On the authority of its earlier decisions, the state court declared that the statute’s purpose was to preserve the public peace, no words being “forbidden except such as have a direct tendency to cause acts of violence by the persons to whom, individually, the remark is addressed.” It was further said:

The word ‘offensive’ is not to be defined in terms of what a particular addressee thinks… The test is what men of common intelligence would understand would be words likely to cause an average addressee to fight… Derisive and annoying words can be taken as coming within the purview of the statute as heretofore interpreted only when they have this characteristic of plainly tending to excite the addressee to a breach of the peace… The statute, as construed, does no more than prohibit the face-to-face words plainly likely to cause a breach of the peace by the addressee … including profanity, obscenity and threats.

We are unable to say that the limited scope of the statute as thus construed contravenes the Constitutional right of free expression. It is a statute narrowly drawn and limited to define and punish specific conduct lying within the domain of state power, the use in a public place of words likely to cause a breach of the peace…

Nor can we say that the application of the statute to the facts disclosed by the record substantially or unreasonably impinges upon the privilege of free speech.
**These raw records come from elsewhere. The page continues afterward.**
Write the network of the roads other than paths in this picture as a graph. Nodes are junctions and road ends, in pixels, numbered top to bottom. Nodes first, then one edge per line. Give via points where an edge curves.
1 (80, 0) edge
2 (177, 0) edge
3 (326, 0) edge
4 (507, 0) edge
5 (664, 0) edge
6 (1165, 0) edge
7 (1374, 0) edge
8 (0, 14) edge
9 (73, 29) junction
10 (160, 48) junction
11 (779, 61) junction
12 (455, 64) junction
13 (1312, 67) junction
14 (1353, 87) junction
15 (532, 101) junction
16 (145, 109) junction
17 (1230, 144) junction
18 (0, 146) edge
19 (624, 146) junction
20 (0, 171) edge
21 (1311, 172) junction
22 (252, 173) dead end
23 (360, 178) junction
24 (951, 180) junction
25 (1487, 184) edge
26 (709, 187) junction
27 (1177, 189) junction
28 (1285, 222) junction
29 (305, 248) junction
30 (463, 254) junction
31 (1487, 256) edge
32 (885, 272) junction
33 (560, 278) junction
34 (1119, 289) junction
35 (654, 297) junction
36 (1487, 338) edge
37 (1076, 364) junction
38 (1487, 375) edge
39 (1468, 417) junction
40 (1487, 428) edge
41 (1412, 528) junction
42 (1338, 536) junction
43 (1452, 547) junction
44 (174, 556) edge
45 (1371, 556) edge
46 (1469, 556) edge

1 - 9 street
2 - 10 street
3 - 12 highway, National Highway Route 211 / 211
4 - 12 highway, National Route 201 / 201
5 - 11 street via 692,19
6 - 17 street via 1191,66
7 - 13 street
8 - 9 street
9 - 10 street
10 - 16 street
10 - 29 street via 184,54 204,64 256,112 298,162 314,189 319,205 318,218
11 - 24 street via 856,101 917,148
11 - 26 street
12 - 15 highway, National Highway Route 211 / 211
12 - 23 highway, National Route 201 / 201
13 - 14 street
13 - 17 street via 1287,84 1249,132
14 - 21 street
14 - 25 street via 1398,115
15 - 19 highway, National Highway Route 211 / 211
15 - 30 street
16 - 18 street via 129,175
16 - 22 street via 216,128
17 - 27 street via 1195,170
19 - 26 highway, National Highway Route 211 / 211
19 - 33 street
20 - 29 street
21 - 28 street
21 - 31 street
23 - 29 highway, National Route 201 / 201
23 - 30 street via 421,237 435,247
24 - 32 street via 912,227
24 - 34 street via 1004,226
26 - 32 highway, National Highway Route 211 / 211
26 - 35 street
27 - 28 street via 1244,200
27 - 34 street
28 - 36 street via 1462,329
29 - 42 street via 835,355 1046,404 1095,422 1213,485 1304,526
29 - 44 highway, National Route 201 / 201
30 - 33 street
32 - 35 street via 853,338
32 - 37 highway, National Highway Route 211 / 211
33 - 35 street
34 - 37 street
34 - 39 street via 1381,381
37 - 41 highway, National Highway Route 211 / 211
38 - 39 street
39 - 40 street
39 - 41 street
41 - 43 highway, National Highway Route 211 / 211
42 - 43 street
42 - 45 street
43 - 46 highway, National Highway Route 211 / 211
Argument is unnecessary to demonstrate that the appellations “damned racketeer” and “damned Fascist” are epithets likely to provoke the average person to retaliation, and thereby cause a breach of the peace…

Questions

1. The Court argues that since certain words will lead individuals to fight one another, New Hampshire should have the power to regulate or prohibit them. What assumptions does this make about human nature and free will? Why do we blame the speaker rather than the listener who reacts to the speech? How does the logic here relate to the “bad tendency” tests in the Court’s earlier incitement cases?

2. Removing Chaplinsky was likely the easiest way to end the disturbance. Should the First Amendment instead require officers of the state to protect speakers from listeners, rather than remove speakers who anger listeners? What are the dangers of either approach?

3. The Court attempts to provide a definition for fighting words it believes will not censor political or other protected speech. For example, it approves of the New Hampshire courts’ construction of the statute, where fighting words cannot be any speech someone might find offensive, but only words that men of “common intelligence” would understand as driving someone towards a fight.

How speech-protective is this definition? Could protected speech nevertheless be prohibited under this framework? Can you think of an example?